## WORK REQUEST
Starting from the first line below, repeat the data exactly through to the last.
◆ ◆ ◆ ◆
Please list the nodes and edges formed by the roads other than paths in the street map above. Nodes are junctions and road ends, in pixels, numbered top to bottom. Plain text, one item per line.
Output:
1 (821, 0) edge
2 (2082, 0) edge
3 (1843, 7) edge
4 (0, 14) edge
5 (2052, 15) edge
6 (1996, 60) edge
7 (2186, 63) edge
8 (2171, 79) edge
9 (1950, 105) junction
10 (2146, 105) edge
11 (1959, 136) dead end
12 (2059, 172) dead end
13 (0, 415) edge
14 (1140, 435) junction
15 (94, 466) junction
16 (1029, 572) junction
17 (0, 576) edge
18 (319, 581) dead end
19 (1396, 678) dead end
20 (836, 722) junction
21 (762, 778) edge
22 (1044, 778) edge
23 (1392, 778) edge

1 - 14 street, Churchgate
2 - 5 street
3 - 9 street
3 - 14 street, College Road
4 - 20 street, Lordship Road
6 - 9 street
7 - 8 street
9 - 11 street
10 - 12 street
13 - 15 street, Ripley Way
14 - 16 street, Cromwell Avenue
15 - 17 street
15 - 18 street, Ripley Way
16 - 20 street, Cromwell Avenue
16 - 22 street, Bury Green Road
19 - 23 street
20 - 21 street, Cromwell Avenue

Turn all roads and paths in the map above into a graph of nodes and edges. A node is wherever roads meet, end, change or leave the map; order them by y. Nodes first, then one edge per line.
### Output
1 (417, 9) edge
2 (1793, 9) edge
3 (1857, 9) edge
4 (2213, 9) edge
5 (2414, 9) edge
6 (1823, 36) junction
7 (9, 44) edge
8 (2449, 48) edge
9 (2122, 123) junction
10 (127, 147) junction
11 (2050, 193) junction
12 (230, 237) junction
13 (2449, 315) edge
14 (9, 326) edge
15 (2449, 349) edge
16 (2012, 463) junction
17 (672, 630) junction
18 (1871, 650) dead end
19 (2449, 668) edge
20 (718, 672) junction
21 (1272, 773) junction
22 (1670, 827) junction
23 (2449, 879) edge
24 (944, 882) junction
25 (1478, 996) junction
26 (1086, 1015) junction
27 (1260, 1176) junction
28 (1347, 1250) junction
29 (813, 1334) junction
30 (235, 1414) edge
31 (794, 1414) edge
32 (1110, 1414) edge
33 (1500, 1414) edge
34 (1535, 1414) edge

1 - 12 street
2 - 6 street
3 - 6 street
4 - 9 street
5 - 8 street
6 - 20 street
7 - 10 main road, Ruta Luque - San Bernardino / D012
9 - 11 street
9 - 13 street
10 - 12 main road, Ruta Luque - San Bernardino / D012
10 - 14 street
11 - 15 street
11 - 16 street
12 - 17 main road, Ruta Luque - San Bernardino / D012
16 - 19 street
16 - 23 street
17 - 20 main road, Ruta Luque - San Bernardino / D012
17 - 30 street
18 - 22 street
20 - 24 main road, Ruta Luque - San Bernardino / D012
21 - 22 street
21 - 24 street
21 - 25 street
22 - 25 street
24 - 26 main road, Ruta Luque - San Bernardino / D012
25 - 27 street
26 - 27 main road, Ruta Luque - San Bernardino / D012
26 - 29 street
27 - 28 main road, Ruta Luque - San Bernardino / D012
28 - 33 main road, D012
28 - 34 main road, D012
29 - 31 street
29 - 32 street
◆ ◆ ◆ ◆
## SOLVED PROBLEM
Please list the nodes and edges formed by the roads other than paths in the street map above. Nodes are junctions and road ends, in pixels, numbered top to bottom. Plain text, one item per line.
Output:
1 (821, 0) edge
2 (2082, 0) edge
3 (1843, 7) edge
4 (0, 14) edge
5 (2052, 15) edge
6 (1996, 60) edge
7 (2186, 63) edge
8 (2171, 79) edge
9 (1950, 105) junction
10 (2146, 105) edge
11 (1959, 136) dead end
12 (2059, 172) dead end
13 (0, 415) edge
14 (1140, 435) junction
15 (94, 466) junction
16 (1029, 572) junction
17 (0, 576) edge
18 (319, 581) dead end
19 (1396, 678) dead end
20 (836, 722) junction
21 (762, 778) edge
22 (1044, 778) edge
23 (1392, 778) edge

1 - 14 street, Churchgate
2 - 5 street
3 - 9 street
3 - 14 street, College Road
4 - 20 street, Lordship Road
6 - 9 street
7 - 8 street
9 - 11 street
10 - 12 street
13 - 15 street, Ripley Way
14 - 16 street, Cromwell Avenue
15 - 17 street
15 - 18 street, Ripley Way
16 - 20 street, Cromwell Avenue
16 - 22 street, Bury Green Road
19 - 23 street
20 - 21 street, Cromwell Avenue

Turn all roads and paths in the map above into a graph of nodes and edges. A node is wherever roads meet, end, change or leave the map; order them by y. Nodes first, then one edge per line.
### Output
1 (417, 9) edge
2 (1793, 9) edge
3 (1857, 9) edge
4 (2213, 9) edge
5 (2414, 9) edge
6 (1823, 36) junction
7 (9, 44) edge
8 (2449, 48) edge
9 (2122, 123) junction
10 (127, 147) junction
11 (2050, 193) junction
12 (230, 237) junction
13 (2449, 315) edge
14 (9, 326) edge
15 (2449, 349) edge
16 (2012, 463) junction
17 (672, 630) junction
18 (1871, 650) dead end
19 (2449, 668) edge
20 (718, 672) junction
21 (1272, 773) junction
22 (1670, 827) junction
23 (2449, 879) edge
24 (944, 882) junction
25 (1478, 996) junction
26 (1086, 1015) junction
27 (1260, 1176) junction
28 (1347, 1250) junction
29 (813, 1334) junction
30 (235, 1414) edge
31 (794, 1414) edge
32 (1110, 1414) edge
33 (1500, 1414) edge
34 (1535, 1414) edge

1 - 12 street
2 - 6 street
3 - 6 street
4 - 9 street
5 - 8 street
6 - 20 street
7 - 10 main road, Ruta Luque - San Bernardino / D012
9 - 11 street
9 - 13 street
10 - 12 main road, Ruta Luque - San Bernardino / D012
10 - 14 street
11 - 15 street
11 - 16 street
12 - 17 main road, Ruta Luque - San Bernardino / D012
16 - 19 street
16 - 23 street
17 - 20 main road, Ruta Luque - San Bernardino / D012
17 - 30 street
18 - 22 street
20 - 24 main road, Ruta Luque - San Bernardino / D012
21 - 22 street
21 - 24 street
21 - 25 street
22 - 25 street
24 - 26 main road, Ruta Luque - San Bernardino / D012
25 - 27 street
26 - 27 main road, Ruta Luque - San Bernardino / D012
26 - 29 street
27 - 28 main road, Ruta Luque - San Bernardino / D012
28 - 33 main road, D012
28 - 34 main road, D012
29 - 31 street
29 - 32 street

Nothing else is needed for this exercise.